US officials have concluded that firing from Israeli positions is likelyOn Monday, the US State Department said there was “no reason to believe” that her shooting was premeditated.
The discovery came in a statement by US State Department spokesman Ned Price after what the US said were inconclusive US-supervised tests of the bullet found from Abu Akle’s body. It said “independent third party examiners” had conducted “a very detailed forensic analysis”.
“Ballistics experts determined that the bullet was severely damaged, preventing a clear conclusion” on who fired the shot, Price said in the statement.
Abu Akleh, a veteran Palestinian-American reporter who was known throughout the Arab world, was soWhile covering an Israeli military raid on May 11 in the Jenin refugee camp in the occupied West Bank. Palestinian eyewitnesses, including her crew, said that she was killed by Israeli forces and that there were no armed men in the immediate vicinity.
Israel says she was killed during a complex battle with Palestinian militants and that only a forensic analysis of the bullet will confirm whether it was an Israeli soldier or a Palestinian militant. It has strongly denied being deliberately targeted, but says an Israeli soldier may have accidentally hit it during a shootout with an activist.
Price said US security officials examined the results of two separate Palestinian and Israeli investigations and “concluded that shooting from IDF positions was most likely responsible for the killing of Shirin Abu Akle.”
Price said that the United States “found no reason to believe that this was intentional, but rather the result of tragic circumstances during a military operation led by the Israel Defense Forces against the Palestinian Islamic Jihad factions.”
The Abu Okla family said in a statement that they were “suspicious” that the investigation had not been able to reach a conclusion about who fired the bullet that killed her. They added, “There were many eyewitnesses to the killing,” as well as reports from “several local and international media, human rights organizations and the United Nations that an Israeli soldier fired the fatal shot.”
The Israeli military presented the findings as part of its investigation in a statement likely to anger the Palestinian Authority, which has vehemently rejected any Israeli role in the investigation and refused to share the bullet with Israeli authorities.
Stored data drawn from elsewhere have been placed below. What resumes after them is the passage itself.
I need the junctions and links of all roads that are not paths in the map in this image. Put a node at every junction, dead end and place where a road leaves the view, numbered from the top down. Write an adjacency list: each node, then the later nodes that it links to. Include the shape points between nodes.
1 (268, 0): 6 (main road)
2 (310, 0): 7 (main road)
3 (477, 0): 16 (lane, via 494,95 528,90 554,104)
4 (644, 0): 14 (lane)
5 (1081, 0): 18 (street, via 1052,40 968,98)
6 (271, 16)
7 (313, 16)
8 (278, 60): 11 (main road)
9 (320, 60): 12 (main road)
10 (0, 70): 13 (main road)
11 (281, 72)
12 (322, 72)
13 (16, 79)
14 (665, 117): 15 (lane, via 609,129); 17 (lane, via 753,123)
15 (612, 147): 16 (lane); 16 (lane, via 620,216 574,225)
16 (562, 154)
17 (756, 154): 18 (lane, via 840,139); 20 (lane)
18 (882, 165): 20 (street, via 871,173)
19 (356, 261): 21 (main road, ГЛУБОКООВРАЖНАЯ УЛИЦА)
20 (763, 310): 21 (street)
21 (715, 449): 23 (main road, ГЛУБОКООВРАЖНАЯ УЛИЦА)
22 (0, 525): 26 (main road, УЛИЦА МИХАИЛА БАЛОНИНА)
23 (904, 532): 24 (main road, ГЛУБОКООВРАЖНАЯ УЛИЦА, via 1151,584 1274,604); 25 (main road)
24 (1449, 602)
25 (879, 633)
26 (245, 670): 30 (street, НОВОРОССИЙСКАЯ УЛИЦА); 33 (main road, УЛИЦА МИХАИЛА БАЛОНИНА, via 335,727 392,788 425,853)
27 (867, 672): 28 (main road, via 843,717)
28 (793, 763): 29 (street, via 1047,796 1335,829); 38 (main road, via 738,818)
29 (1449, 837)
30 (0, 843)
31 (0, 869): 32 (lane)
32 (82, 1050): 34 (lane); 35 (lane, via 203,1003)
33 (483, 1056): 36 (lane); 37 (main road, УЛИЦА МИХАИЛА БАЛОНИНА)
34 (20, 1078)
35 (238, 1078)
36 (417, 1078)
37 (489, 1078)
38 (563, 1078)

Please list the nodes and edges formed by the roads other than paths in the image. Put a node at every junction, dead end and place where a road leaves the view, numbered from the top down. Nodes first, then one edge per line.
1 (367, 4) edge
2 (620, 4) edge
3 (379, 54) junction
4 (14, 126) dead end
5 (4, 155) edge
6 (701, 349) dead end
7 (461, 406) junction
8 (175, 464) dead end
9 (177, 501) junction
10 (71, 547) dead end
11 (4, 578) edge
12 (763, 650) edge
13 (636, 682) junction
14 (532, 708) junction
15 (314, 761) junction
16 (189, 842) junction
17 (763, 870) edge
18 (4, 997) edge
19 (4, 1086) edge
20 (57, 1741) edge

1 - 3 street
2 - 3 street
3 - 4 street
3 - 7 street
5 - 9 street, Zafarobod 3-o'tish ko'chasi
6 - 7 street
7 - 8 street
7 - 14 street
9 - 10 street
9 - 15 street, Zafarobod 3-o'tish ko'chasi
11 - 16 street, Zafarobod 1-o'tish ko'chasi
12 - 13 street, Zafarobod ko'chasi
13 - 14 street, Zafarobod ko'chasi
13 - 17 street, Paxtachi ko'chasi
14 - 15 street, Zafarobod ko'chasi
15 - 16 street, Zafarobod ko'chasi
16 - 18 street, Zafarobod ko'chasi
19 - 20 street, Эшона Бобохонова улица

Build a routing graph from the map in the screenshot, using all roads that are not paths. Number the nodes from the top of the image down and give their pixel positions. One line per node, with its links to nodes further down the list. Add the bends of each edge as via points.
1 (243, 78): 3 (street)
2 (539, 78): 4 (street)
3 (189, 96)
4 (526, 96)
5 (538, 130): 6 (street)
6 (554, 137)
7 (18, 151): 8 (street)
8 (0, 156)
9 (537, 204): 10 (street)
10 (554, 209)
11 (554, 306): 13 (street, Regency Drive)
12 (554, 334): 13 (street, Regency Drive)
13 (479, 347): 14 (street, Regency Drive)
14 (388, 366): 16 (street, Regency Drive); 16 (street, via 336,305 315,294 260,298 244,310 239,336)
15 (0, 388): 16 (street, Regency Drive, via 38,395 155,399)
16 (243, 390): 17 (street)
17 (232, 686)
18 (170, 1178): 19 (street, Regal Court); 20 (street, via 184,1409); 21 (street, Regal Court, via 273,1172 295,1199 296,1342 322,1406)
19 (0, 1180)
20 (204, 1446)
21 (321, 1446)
The military said that while the bullet remained in the custody of US officials throughout the operation, it was examined by Israeli experts in a forensic laboratory in Israel.
The army said in a statement that General Aviv Kohavi, the army’s chief of staff, had ordered the investigation to continue “using all available means.” She said that any decision on the start of a criminal investigation will not be made until after the completion of the field investigation.
The Palestinian Authority and Al Jazeera accused Israeli forces of deliberately targeting Abu Uqla within hours of her death. Al Jazeera called on the international community to “condemn and hold the Israeli occupation forces accountable for deliberately targeting and killing our colleague.”
that Reconstruction The Associated Press Whoever killed her backed up the accounts of Palestinian eyewitnesses, including her crew, of her killing at the hands of Israeli forces. Subsequent investigations by CNN, New York times and the Washington Post They came to similar conclusions.
Abu Aqla, 51, was born in Jerusalem. She started working for Al Jazeera in 1997 and wrote regularly for camera from all over the Palestinian territories.
CBS News reporter good privilege He knew Abu Okla personally and worked with her in Jerusalem. He described her as a generous and kind fellow who had always tried to give a voice to people whose voice was seldom heard.
Violence marredOn May 13, a large crowd gathered to transport her coffin from the hospital morgue to a church in Jerusalem’s Old City for her funeral. Videos showed Israeli riot police pushing and shoving mourners and firing tear gas.
Al-Jazeera said that Israel had warned Abu Akla’s brother against limiting the size of the funeral procession, and told him that Palestinian flags should not be raised and no slogans should be chanted, but he refused the request.